# Rewiring and extending a circuit, but leaving an old branch



## csab_

Hello,

I have a 1955 house with some old and some newer circuits. I'd like to rewire one of them, because the particular one doesn't have ground, and I need an extra receptacle with grounding.

Now here is the problem: the furnace room lights are on this circuit: they're branched off at box. I want to leave that part of the circuit alone, mostly because it would be very difficult to rewire it without disturbing some asbestos tape. But the branch is not grounded, and has some (currently) illegal exposed wiring in the furnace room (stapled to the bottom of joist while running perpendicular to them), so it's certainly not up to code.
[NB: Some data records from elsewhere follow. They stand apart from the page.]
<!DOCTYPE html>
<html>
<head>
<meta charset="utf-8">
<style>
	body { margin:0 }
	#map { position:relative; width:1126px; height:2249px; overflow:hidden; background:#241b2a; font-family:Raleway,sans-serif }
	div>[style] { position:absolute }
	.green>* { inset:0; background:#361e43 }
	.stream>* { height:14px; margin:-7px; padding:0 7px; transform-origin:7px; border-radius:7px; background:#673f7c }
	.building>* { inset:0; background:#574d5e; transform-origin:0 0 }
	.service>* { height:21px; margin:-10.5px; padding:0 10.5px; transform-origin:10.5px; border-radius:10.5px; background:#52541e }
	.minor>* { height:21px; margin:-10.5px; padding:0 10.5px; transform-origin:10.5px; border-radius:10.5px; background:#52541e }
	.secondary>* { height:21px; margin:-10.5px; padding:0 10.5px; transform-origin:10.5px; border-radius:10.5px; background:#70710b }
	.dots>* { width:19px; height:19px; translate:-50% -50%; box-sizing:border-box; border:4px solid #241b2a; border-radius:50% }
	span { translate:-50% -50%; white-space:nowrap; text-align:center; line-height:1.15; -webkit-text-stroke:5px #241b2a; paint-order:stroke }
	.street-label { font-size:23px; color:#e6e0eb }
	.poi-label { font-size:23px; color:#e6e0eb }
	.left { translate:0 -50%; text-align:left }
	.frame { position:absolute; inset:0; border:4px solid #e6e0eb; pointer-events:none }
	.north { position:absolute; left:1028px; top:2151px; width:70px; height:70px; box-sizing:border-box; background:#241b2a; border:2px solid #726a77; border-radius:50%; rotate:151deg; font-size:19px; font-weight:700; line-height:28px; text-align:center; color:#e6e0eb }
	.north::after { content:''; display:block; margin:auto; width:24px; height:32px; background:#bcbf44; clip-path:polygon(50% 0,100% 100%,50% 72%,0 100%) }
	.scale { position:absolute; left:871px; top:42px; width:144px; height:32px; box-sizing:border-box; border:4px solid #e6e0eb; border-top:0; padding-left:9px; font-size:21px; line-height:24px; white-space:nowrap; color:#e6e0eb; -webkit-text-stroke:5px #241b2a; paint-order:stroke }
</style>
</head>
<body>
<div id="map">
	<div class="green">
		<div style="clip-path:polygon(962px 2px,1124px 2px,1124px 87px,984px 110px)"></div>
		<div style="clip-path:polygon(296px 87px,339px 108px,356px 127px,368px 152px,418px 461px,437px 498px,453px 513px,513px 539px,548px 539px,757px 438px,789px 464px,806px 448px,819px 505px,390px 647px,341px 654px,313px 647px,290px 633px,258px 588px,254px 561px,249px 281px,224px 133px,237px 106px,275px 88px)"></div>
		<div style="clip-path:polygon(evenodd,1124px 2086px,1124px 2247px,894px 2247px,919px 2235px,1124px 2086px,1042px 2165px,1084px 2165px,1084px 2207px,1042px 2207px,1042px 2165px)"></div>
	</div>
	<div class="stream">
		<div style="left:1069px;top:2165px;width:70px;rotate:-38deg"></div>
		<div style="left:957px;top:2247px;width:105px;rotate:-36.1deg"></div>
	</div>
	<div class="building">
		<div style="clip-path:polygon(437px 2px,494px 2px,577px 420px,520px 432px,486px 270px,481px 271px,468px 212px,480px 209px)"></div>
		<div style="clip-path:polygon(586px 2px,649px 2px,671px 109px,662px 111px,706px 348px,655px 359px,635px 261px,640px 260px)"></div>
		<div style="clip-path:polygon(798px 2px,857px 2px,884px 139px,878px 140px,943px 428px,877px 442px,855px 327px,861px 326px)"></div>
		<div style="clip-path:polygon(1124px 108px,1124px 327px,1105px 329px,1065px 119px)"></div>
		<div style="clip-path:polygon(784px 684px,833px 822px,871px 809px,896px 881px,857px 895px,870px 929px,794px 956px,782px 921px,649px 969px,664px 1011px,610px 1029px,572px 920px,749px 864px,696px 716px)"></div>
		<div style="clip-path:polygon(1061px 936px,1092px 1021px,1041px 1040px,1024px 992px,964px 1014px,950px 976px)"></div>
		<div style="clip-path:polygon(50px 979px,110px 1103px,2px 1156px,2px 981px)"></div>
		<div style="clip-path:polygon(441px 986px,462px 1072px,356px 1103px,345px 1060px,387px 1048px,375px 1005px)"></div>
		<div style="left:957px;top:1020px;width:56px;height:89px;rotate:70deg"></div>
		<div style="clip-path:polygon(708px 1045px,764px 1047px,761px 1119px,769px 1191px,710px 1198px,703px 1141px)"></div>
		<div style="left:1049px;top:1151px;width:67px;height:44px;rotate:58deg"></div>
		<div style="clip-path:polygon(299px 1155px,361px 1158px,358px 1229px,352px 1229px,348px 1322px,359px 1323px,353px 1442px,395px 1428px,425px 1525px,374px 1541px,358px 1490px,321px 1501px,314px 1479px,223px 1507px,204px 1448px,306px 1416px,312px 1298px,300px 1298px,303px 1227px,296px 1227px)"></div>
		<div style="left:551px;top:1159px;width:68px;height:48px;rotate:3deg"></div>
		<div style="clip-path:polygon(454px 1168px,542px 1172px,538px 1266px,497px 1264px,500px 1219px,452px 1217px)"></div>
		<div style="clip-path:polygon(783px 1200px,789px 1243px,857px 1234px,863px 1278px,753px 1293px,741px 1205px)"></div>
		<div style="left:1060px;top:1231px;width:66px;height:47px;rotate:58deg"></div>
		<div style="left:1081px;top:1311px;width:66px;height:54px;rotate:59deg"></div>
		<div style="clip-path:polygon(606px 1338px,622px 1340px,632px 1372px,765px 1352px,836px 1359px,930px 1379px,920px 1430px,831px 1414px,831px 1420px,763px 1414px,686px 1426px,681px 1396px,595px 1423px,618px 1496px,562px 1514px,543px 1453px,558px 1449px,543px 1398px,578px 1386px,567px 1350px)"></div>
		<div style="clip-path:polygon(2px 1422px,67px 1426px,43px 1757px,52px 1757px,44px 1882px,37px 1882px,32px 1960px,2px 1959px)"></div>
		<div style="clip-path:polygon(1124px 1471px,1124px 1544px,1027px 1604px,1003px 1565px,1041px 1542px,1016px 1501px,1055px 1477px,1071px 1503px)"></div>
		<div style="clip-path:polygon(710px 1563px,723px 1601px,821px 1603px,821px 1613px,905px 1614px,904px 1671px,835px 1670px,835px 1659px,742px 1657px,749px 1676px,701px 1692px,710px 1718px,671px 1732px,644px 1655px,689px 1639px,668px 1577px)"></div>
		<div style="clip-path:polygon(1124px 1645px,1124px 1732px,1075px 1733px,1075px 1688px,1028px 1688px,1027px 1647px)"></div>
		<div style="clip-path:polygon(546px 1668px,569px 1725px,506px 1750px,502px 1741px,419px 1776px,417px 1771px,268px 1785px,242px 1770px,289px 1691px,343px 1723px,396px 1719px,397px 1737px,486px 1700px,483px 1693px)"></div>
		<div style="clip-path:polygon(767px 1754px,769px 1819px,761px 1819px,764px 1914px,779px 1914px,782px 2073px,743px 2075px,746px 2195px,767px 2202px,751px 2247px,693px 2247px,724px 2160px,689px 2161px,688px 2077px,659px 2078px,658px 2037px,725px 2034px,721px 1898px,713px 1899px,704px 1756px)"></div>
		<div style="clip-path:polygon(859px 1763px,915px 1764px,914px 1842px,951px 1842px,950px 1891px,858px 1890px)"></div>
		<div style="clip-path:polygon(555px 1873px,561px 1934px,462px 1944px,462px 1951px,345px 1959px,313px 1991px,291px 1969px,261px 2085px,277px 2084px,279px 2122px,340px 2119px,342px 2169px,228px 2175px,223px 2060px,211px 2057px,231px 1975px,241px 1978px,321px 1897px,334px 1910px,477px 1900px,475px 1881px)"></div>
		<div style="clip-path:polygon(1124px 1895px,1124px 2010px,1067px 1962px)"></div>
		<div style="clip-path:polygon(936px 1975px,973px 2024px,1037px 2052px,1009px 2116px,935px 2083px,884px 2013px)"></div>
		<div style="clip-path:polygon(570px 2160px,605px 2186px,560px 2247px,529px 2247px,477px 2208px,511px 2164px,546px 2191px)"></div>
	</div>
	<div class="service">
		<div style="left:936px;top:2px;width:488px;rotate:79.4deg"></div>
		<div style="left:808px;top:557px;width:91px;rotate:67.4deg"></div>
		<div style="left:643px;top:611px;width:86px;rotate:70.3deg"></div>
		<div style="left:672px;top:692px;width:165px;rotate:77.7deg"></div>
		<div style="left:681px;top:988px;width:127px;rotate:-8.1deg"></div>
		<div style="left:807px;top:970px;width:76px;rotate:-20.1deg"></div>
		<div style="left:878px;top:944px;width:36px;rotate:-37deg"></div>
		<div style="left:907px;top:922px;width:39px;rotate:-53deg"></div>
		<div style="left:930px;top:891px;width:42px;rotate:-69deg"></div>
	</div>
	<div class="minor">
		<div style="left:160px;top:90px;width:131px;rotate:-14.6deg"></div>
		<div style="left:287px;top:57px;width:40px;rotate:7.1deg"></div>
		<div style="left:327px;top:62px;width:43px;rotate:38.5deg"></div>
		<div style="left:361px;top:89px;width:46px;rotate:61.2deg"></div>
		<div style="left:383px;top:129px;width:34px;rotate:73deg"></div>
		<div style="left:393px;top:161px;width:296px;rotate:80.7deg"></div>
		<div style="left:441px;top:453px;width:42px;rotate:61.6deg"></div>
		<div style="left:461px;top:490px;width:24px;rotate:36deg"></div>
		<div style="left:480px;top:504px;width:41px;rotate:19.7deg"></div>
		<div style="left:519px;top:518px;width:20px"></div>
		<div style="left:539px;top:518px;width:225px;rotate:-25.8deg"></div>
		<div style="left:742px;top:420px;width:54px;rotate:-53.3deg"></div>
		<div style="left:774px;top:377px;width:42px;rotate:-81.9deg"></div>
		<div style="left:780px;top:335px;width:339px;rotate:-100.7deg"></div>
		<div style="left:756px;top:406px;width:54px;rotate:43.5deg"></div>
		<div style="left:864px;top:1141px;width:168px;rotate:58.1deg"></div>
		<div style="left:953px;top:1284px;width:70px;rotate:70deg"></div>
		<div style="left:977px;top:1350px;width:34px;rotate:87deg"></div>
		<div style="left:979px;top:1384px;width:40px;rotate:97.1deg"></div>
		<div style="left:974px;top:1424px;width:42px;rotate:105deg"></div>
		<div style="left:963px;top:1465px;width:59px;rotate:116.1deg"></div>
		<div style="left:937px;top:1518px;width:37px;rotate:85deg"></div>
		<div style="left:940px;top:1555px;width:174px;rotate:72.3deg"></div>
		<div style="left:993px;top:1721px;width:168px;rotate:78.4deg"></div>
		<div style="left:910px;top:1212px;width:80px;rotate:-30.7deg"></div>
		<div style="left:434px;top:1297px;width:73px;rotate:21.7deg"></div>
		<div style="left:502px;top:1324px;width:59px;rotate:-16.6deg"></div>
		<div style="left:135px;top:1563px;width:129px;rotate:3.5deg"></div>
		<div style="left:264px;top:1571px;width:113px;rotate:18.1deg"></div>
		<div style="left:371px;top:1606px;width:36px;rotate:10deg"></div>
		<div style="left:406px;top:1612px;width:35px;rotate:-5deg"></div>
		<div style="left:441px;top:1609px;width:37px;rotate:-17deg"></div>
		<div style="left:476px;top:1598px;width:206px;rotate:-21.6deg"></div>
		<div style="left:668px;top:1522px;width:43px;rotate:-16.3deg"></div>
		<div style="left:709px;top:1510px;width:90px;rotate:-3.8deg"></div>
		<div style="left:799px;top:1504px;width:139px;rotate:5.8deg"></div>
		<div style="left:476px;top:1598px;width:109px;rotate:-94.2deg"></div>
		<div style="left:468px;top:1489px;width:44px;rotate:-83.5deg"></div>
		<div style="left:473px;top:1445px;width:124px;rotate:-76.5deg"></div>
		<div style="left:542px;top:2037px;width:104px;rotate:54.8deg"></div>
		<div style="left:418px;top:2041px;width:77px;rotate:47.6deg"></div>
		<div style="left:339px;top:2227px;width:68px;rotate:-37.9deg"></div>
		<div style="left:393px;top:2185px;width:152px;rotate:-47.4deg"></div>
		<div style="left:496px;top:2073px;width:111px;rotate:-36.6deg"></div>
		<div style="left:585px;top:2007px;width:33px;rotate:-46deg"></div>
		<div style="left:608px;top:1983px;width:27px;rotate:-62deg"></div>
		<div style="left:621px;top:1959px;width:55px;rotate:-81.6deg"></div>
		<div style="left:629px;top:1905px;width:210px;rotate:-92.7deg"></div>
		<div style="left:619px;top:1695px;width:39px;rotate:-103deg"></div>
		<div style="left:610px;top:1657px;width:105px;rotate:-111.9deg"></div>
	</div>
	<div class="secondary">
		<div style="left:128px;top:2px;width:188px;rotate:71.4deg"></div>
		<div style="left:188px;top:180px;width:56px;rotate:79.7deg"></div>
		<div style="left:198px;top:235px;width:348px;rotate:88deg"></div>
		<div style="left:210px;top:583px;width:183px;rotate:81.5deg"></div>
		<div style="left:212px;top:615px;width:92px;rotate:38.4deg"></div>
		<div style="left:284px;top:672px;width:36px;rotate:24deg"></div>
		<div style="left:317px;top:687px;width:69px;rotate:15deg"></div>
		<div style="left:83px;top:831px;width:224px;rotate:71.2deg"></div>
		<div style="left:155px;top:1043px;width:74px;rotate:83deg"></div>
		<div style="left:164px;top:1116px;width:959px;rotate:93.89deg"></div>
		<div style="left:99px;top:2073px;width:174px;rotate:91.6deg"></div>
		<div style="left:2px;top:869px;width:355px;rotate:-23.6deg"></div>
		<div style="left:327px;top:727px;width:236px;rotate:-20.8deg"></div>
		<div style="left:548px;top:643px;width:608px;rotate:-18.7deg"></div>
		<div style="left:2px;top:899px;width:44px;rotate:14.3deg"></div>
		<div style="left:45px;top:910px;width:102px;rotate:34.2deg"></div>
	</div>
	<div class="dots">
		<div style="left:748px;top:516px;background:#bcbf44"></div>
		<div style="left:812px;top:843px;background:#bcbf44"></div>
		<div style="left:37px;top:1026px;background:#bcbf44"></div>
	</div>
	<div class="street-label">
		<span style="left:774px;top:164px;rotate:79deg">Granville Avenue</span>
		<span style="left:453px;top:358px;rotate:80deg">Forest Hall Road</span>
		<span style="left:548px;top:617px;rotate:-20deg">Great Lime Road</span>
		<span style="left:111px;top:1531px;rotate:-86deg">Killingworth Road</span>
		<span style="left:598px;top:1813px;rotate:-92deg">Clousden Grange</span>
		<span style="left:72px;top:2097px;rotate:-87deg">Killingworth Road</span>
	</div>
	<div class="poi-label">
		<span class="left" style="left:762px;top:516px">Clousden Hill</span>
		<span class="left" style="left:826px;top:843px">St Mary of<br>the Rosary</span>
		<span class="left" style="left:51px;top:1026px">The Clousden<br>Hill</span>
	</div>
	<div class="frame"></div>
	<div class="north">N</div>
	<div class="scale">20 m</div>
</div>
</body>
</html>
But it may have been when it was built - for all I know that circuit may be 60 years old.

Is this allowed? All the new work would be up to code, but I would leave that branch as it is. It's just two lights. We are on NEC 2014 and AFAIK there are no local rules. I tried to talk to the city inspector, but I just got his voice mail and he didn't return my call.

Thanks in advance,


----------



## Stubbie

You can extend ungrounded circuits if the extension and receptacle meet these requirements

* (C) Nongrounding Receptacle Replacement or Branch​ Circuit Extensions.​*​​​​The equipment grounding conductor​
of a grounding-type receptacle or a branch-circuit extension​ shall be permitted to be connected to any of the following:​ (1) Any accessible point on the grounding electrode system​ as described in 250.50​ (2) Any accessible point on the grounding electrode conductor​ (3) The equipment grounding terminal bar within the enclosure​ where the branch circuit for the receptacle or​ branch circuit originates​ (4) For grounded systems, the grounded service conductor​ within the service equipment enclosure​ (5) For ungrounded systems, the grounding terminal bar​ within the service equipment enclosure​ Informational Note: See 406.4(D) for the use of a groundfault​ circuit-interrupting type of receptacle.


----------



## AllanJ

deleted all;gsfgsfdh,mvcm


----------



## AllanJ

The remains of an old (ungrounded) branch circuit may be tied into a new branch circuit after its portion continuing upstream to the panel had been decommissioned.

An old branch circuit may be upgraded piecemeal in any sequence, but 3 prong receptacles may not be substituted beyond where new up to date upstream wiring from the panel reaches except according to the paragraphs of code above.

No extensions may be made to the remains of an old ungrounded portion even if ground fault circuit interrupter protection or retrofitted separately run equipment grounding conductors were installed.

The presence of a wired-in old subcircuit on an otherwise new or upgraded branch circuit does not impose additional restrictions on construction of or additions to the new wiring except as pertaining to overall expected load on the entire circuit.


----------



## Stubbie

Allowed installation by the NEC, gfci is not allowed last I read the code to extend the circuit. It is allowed for existing circuits but not extensions to the best of my knowledge.


----------



## csab_

Thanks! You guys don't disagree. Stubbie explained how it is possible to replace a receptacle on an ungrounded circuit with a grounded one. You agree that the ungrounded piece may not be extended. And AllanJ gave me the positive answer I was looking for!

To make it more clear: (1) the circuit goes from the panel to a box (2) from that box to the lights (3) from the same box to some receptacles.

I will replace (1) and (3) with grounded NM cable, bring it up to code, and install an additional grounded receptacle on piece (3). I will leave (2) alone, and I will not extend that part either.


----------